──────── SUPPLIED DATA ────────

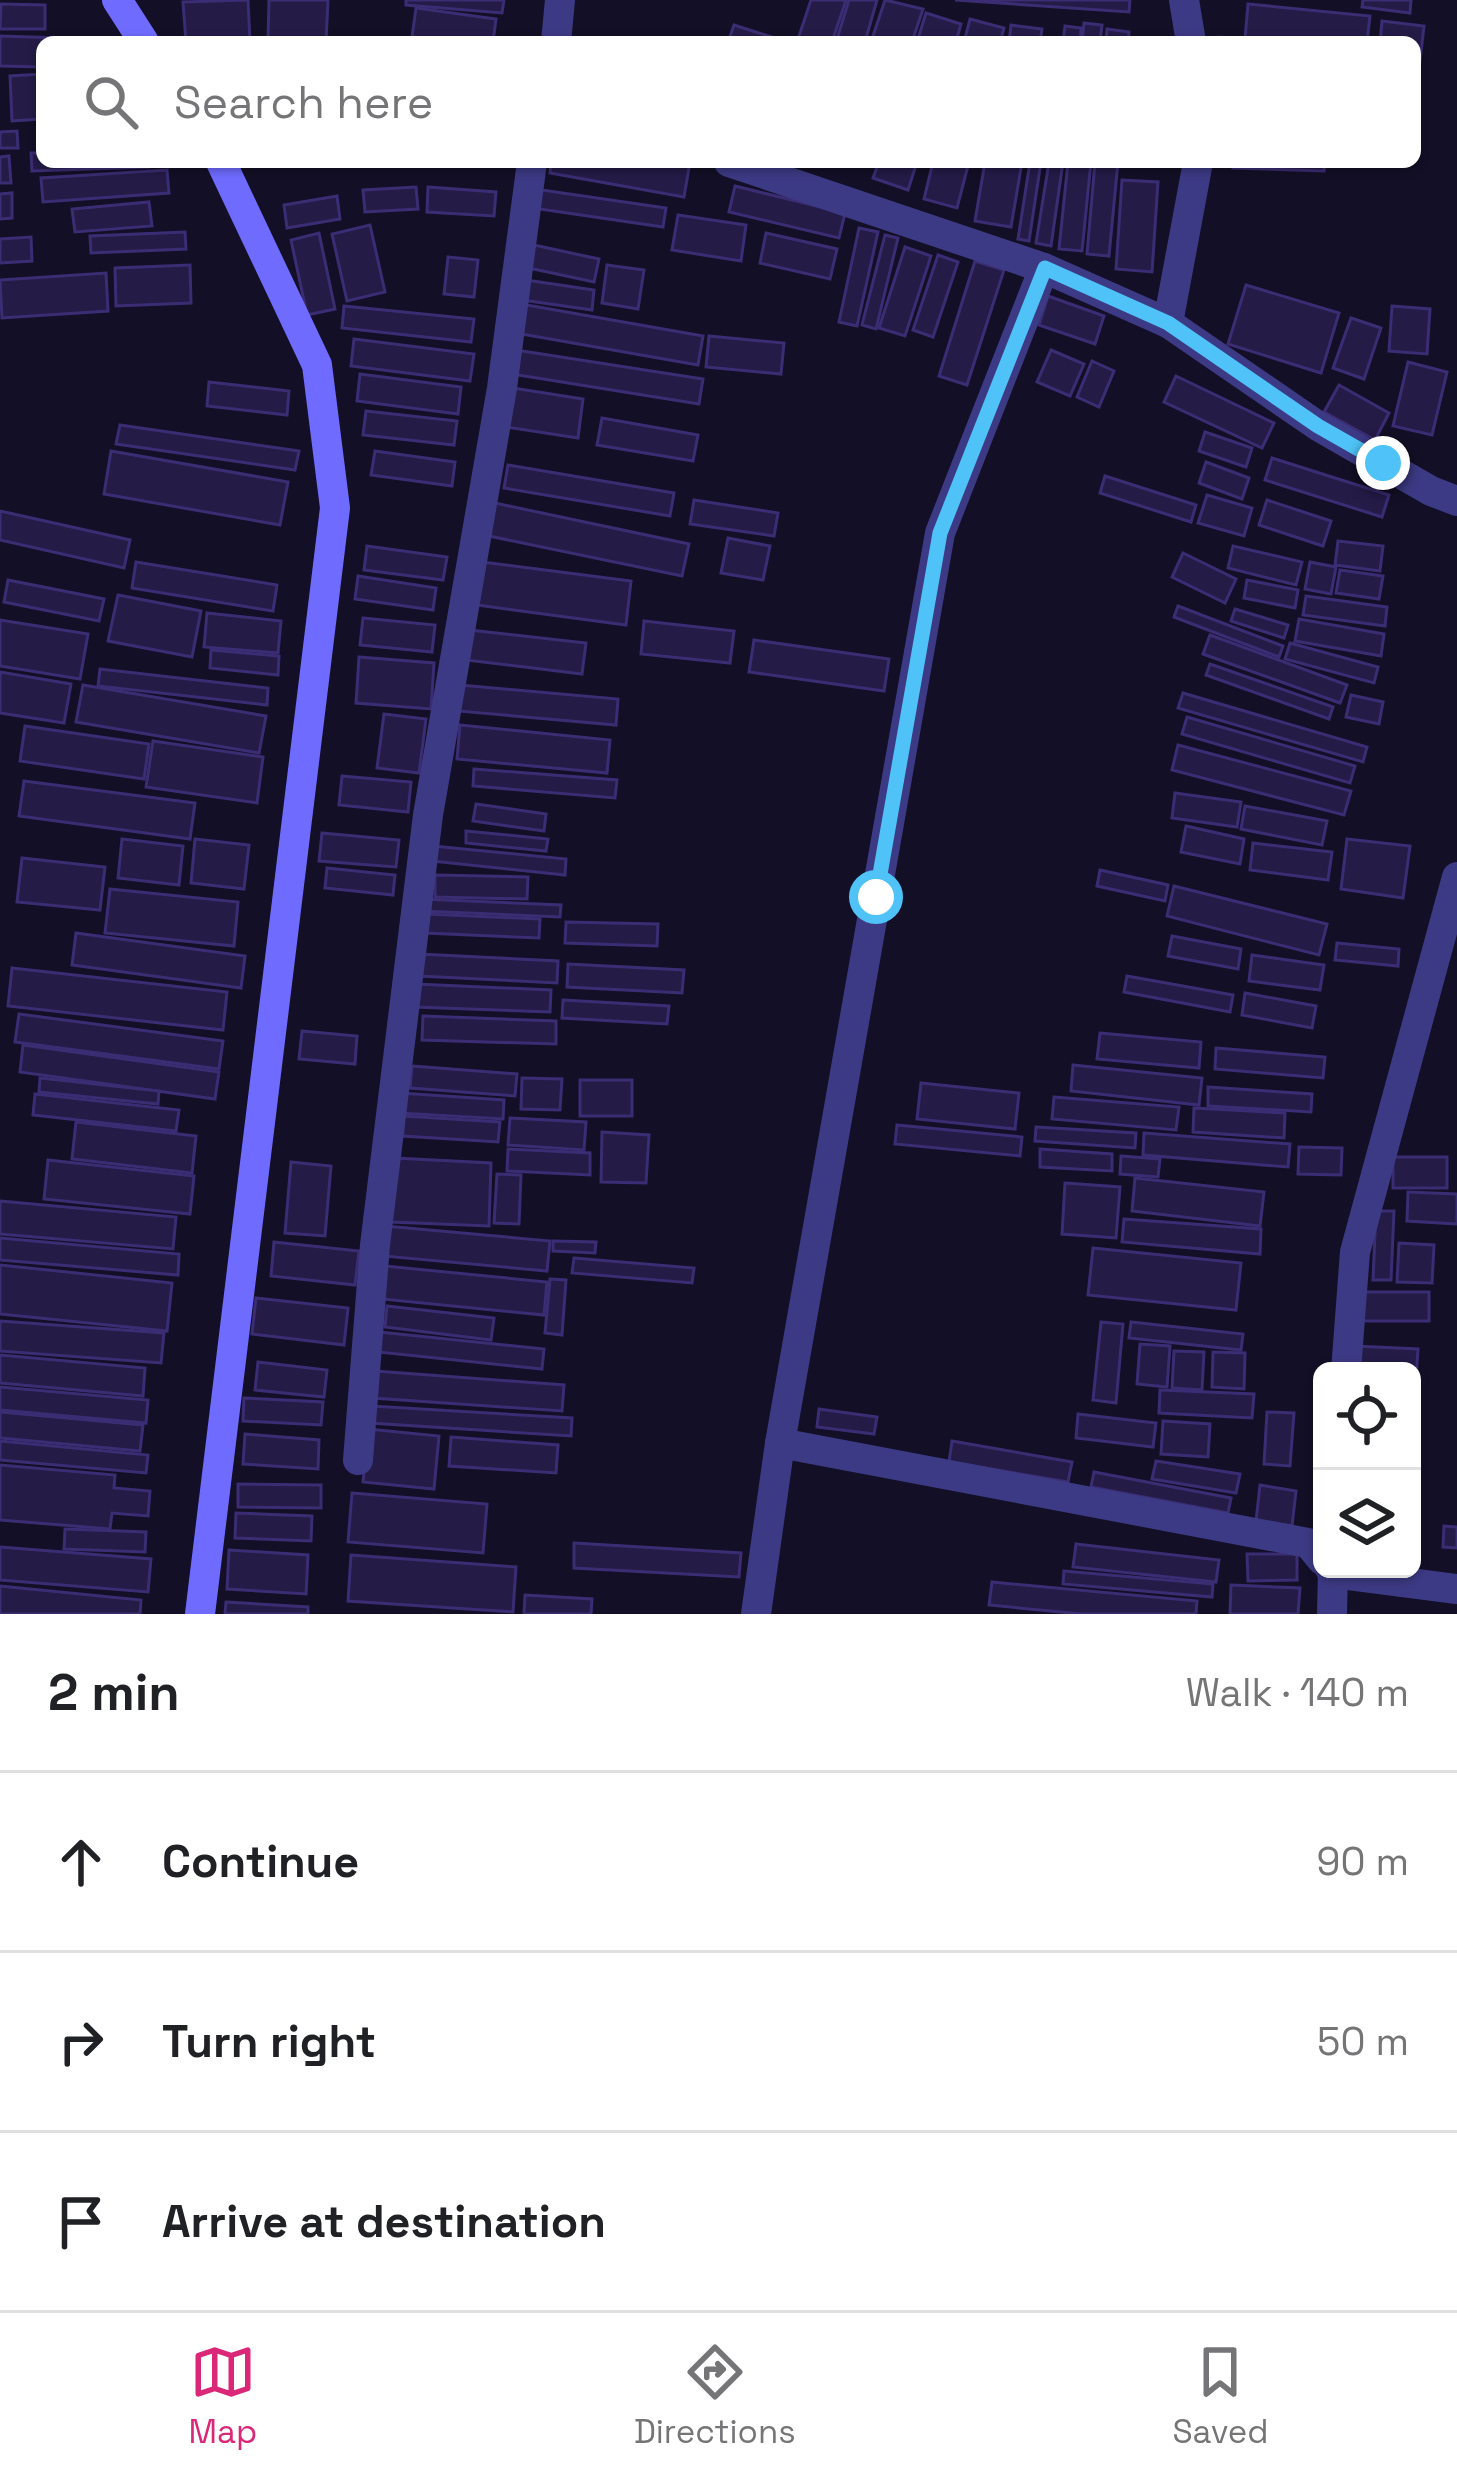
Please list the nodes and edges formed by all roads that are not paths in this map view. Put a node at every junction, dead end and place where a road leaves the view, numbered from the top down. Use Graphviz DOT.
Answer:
graph roads {
  1 [pos="117,0"];
  2 [pos="560,0"];
  3 [pos="1184,0"];
  4 [pos="140,36"];
  5 [pos="557,36"];
  6 [pos="1190,36"];
  7 [pos="223,168"];
  8 [pos="531,168"];
  9 [pos="747,168"];
  10 [pos="1197,168"];
  11 [pos="1045,268"];
  12 [pos="1168,323"];
  13 [pos="1457,502"];
  14 [pos="1457,877"];
  15 [pos="1347,1362"];
  16 [pos="780,1443"];
  17 [pos="358,1460"];
  18 [pos="1313,1549"];
  19 [pos="1330,1578"];
  20 [pos="1390,1578"];
  21 [pos="1457,1589"];
  22 [pos="200,1614"];
  23 [pos="756,1614"];
  24 [pos="1332,1614"];
  1 -- 4 [label="street"];
  2 -- 5 [label="street"];
  3 -- 6 [label="street"];
  7 -- 22 [label="street"];
  8 -- 17 [label="street"];
  9 -- 11 [label="street"];
  10 -- 12 [label="street"];
  11 -- 12 [label="street"];
  11 -- 16 [label="street"];
  12 -- 13 [label="street"];
  14 -- 15 [label="street"];
  16 -- 18 [label="street"];
  16 -- 23 [label="street"];
  19 -- 24 [label="street"];
  20 -- 21 [label="street"];
}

────────

◆ **TASK DIRECTIONS**:
Write out the material exactly, excluding pictures.

◆ **PROBLEM SOLUTION**:
Please list the nodes and edges formed by all roads that are not paths in this map view. Put a node at every junction, dead end and place where a road leaves the view, numbered from the top down. Use Graphviz DOT.
Answer:
graph roads {
  1 [pos="117,0"];
  2 [pos="560,0"];
  3 [pos="1184,0"];
  4 [pos="140,36"];
  5 [pos="557,36"];
  6 [pos="1190,36"];
  7 [pos="223,168"];
  8 [pos="531,168"];
  9 [pos="747,168"];
  10 [pos="1197,168"];
  11 [pos="1045,268"];
  12 [pos="1168,323"];
  13 [pos="1457,502"];
  14 [pos="1457,877"];
  15 [pos="1347,1362"];
  16 [pos="780,1443"];
  17 [pos="358,1460"];
  18 [pos="1313,1549"];
  19 [pos="1330,1578"];
  20 [pos="1390,1578"];
  21 [pos="1457,1589"];
  22 [pos="200,1614"];
  23 [pos="756,1614"];
  24 [pos="1332,1614"];
  1 -- 4 [label="street"];
  2 -- 5 [label="street"];
  3 -- 6 [label="street"];
  7 -- 22 [label="street"];
  8 -- 17 [label="street"];
  9 -- 11 [label="street"];
  10 -- 12 [label="street"];
  11 -- 12 [label="street"];
  11 -- 16 [label="street"];
  12 -- 13 [label="street"];
  14 -- 15 [label="street"];
  16 -- 18 [label="street"];
  16 -- 23 [label="street"];
  19 -- 24 [label="street"];
  20 -- 21 [label="street"];
}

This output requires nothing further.